> [WHAT YOU WILL DO] You are asked to repeat the listing word for word and to leave out its pictures.

> [EXERCISE DATA]
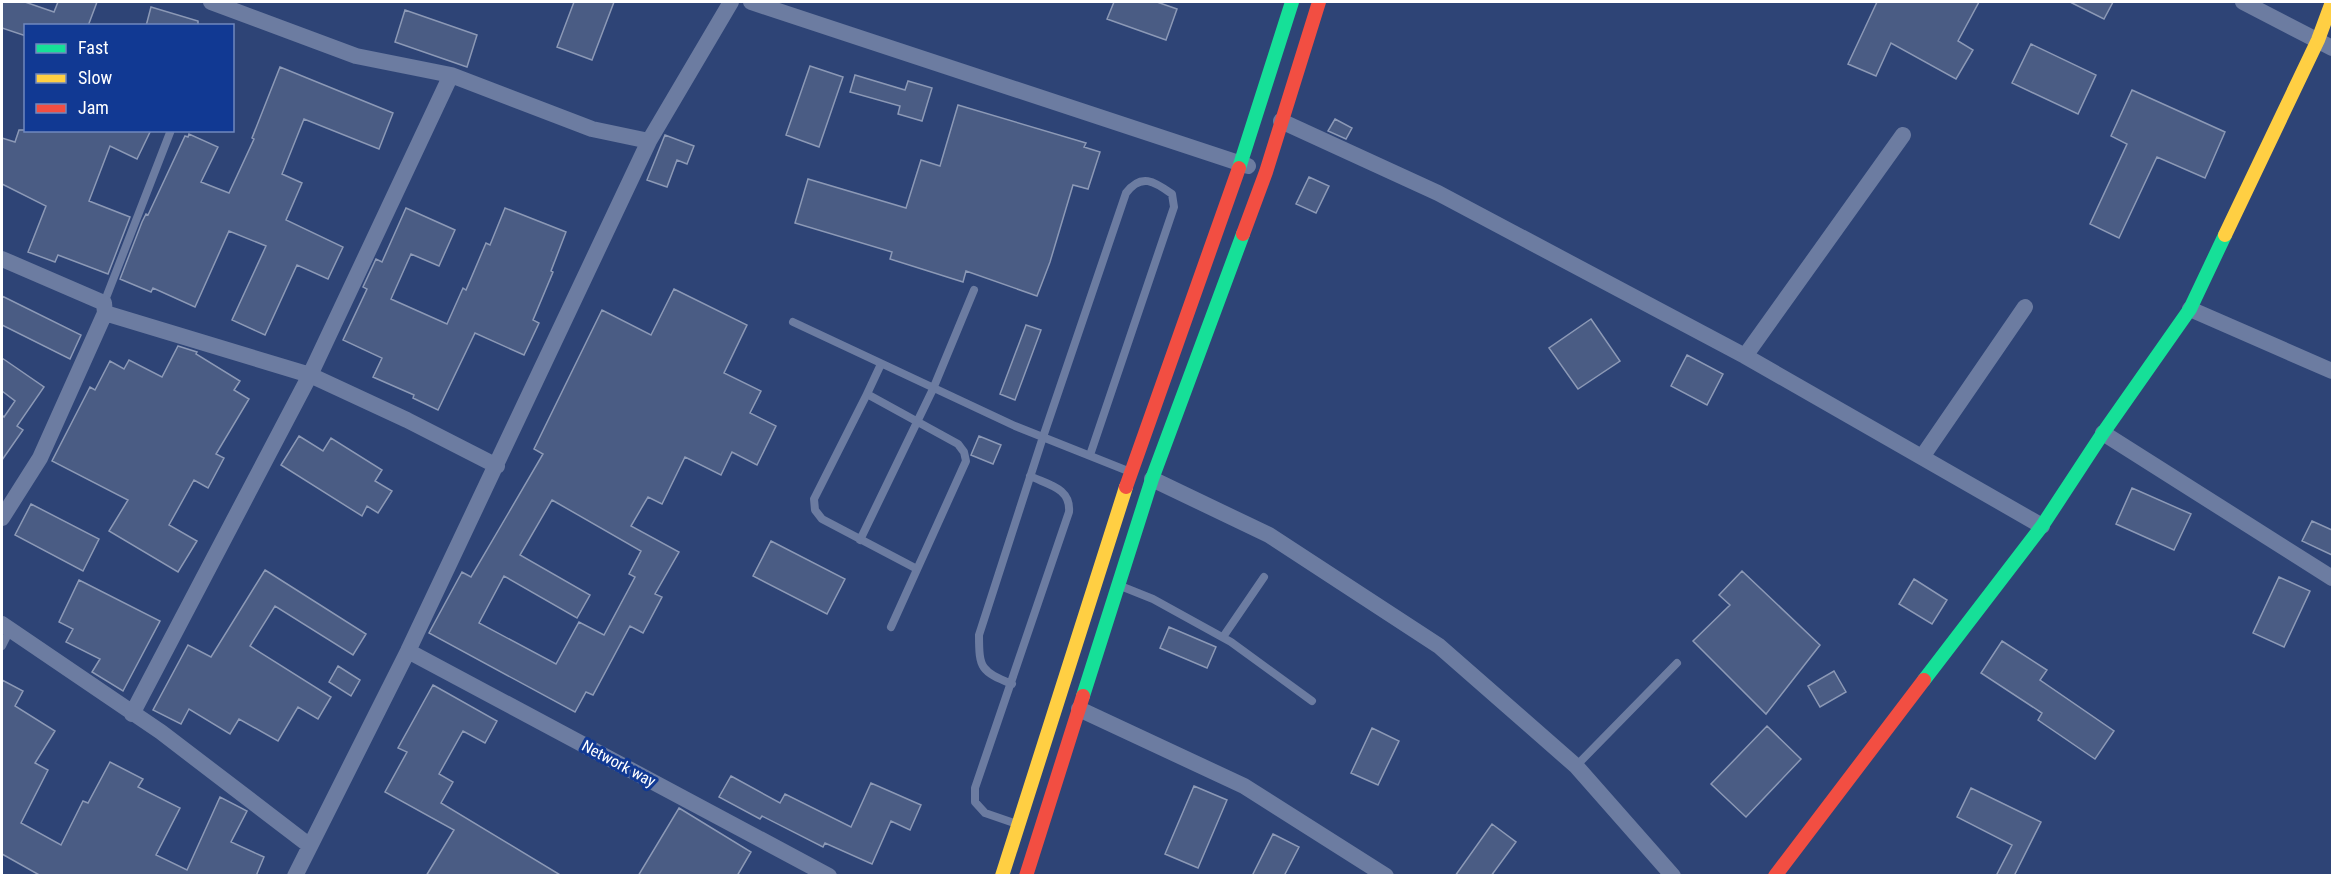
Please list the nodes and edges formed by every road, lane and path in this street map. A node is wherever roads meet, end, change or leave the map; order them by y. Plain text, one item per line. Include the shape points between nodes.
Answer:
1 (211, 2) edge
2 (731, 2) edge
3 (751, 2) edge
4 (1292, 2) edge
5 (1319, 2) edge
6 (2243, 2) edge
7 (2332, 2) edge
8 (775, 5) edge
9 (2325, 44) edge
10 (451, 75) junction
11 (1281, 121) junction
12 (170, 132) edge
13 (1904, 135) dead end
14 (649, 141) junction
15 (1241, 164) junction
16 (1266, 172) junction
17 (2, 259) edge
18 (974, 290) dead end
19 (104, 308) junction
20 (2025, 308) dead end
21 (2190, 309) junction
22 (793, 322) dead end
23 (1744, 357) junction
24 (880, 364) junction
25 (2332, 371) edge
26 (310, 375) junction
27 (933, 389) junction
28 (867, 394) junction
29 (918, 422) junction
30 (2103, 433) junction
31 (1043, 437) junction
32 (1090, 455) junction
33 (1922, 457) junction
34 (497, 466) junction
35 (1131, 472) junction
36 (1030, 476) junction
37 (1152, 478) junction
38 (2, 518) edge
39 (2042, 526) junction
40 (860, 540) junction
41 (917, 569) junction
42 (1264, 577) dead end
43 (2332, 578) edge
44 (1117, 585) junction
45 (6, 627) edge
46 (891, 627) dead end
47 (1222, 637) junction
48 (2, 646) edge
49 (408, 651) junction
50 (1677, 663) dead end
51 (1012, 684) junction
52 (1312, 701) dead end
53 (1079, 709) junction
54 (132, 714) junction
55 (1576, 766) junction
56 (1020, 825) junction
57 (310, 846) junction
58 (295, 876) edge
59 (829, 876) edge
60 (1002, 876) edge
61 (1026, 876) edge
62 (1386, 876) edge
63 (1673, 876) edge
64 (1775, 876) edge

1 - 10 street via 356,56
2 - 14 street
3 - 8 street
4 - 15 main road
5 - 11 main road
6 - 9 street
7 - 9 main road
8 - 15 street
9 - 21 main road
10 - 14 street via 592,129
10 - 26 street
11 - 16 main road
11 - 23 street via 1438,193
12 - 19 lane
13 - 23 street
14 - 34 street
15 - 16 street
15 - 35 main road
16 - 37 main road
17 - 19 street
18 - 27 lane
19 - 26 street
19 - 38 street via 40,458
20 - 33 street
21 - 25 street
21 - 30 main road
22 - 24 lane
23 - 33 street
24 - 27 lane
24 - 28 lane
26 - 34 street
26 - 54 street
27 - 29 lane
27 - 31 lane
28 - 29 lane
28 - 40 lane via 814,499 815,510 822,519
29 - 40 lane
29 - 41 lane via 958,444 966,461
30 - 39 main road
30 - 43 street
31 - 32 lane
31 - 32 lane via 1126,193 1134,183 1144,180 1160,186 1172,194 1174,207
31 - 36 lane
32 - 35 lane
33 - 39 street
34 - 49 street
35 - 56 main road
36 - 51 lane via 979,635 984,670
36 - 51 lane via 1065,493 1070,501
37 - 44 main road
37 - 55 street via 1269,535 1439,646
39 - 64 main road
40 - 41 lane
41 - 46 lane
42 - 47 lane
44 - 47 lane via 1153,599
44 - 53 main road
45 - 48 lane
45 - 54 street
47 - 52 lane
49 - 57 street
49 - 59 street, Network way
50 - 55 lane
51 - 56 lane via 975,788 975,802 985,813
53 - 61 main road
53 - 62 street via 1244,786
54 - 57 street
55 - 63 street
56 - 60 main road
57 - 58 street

> [EXERCISE ANSWER]
Please list the nodes and edges formed by every road, lane and path in this street map. A node is wherever roads meet, end, change or leave the map; order them by y. Plain text, one item per line. Include the shape points between nodes.
Answer:
1 (211, 2) edge
2 (731, 2) edge
3 (751, 2) edge
4 (1292, 2) edge
5 (1319, 2) edge
6 (2243, 2) edge
7 (2332, 2) edge
8 (775, 5) edge
9 (2325, 44) edge
10 (451, 75) junction
11 (1281, 121) junction
12 (170, 132) edge
13 (1904, 135) dead end
14 (649, 141) junction
15 (1241, 164) junction
16 (1266, 172) junction
17 (2, 259) edge
18 (974, 290) dead end
19 (104, 308) junction
20 (2025, 308) dead end
21 (2190, 309) junction
22 (793, 322) dead end
23 (1744, 357) junction
24 (880, 364) junction
25 (2332, 371) edge
26 (310, 375) junction
27 (933, 389) junction
28 (867, 394) junction
29 (918, 422) junction
30 (2103, 433) junction
31 (1043, 437) junction
32 (1090, 455) junction
33 (1922, 457) junction
34 (497, 466) junction
35 (1131, 472) junction
36 (1030, 476) junction
37 (1152, 478) junction
38 (2, 518) edge
39 (2042, 526) junction
40 (860, 540) junction
41 (917, 569) junction
42 (1264, 577) dead end
43 (2332, 578) edge
44 (1117, 585) junction
45 (6, 627) edge
46 (891, 627) dead end
47 (1222, 637) junction
48 (2, 646) edge
49 (408, 651) junction
50 (1677, 663) dead end
51 (1012, 684) junction
52 (1312, 701) dead end
53 (1079, 709) junction
54 (132, 714) junction
55 (1576, 766) junction
56 (1020, 825) junction
57 (310, 846) junction
58 (295, 876) edge
59 (829, 876) edge
60 (1002, 876) edge
61 (1026, 876) edge
62 (1386, 876) edge
63 (1673, 876) edge
64 (1775, 876) edge

1 - 10 street via 356,56
2 - 14 street
3 - 8 street
4 - 15 main road
5 - 11 main road
6 - 9 street
7 - 9 main road
8 - 15 street
9 - 21 main road
10 - 14 street via 592,129
10 - 26 street
11 - 16 main road
11 - 23 street via 1438,193
12 - 19 lane
13 - 23 street
14 - 34 street
15 - 16 street
15 - 35 main road
16 - 37 main road
17 - 19 street
18 - 27 lane
19 - 26 street
19 - 38 street via 40,458
20 - 33 street
21 - 25 street
21 - 30 main road
22 - 24 lane
23 - 33 street
24 - 27 lane
24 - 28 lane
26 - 34 street
26 - 54 street
27 - 29 lane
27 - 31 lane
28 - 29 lane
28 - 40 lane via 814,499 815,510 822,519
29 - 40 lane
29 - 41 lane via 958,444 966,461
30 - 39 main road
30 - 43 street
31 - 32 lane
31 - 32 lane via 1126,193 1134,183 1144,180 1160,186 1172,194 1174,207
31 - 36 lane
32 - 35 lane
33 - 39 street
34 - 49 street
35 - 56 main road
36 - 51 lane via 979,635 984,670
36 - 51 lane via 1065,493 1070,501
37 - 44 main road
37 - 55 street via 1269,535 1439,646
39 - 64 main road
40 - 41 lane
41 - 46 lane
42 - 47 lane
44 - 47 lane via 1153,599
44 - 53 main road
45 - 48 lane
45 - 54 street
47 - 52 lane
49 - 57 street
49 - 59 street, Network way
50 - 55 lane
51 - 56 lane via 975,788 975,802 985,813
53 - 61 main road
53 - 62 street via 1244,786
54 - 57 street
55 - 63 street
56 - 60 main road
57 - 58 street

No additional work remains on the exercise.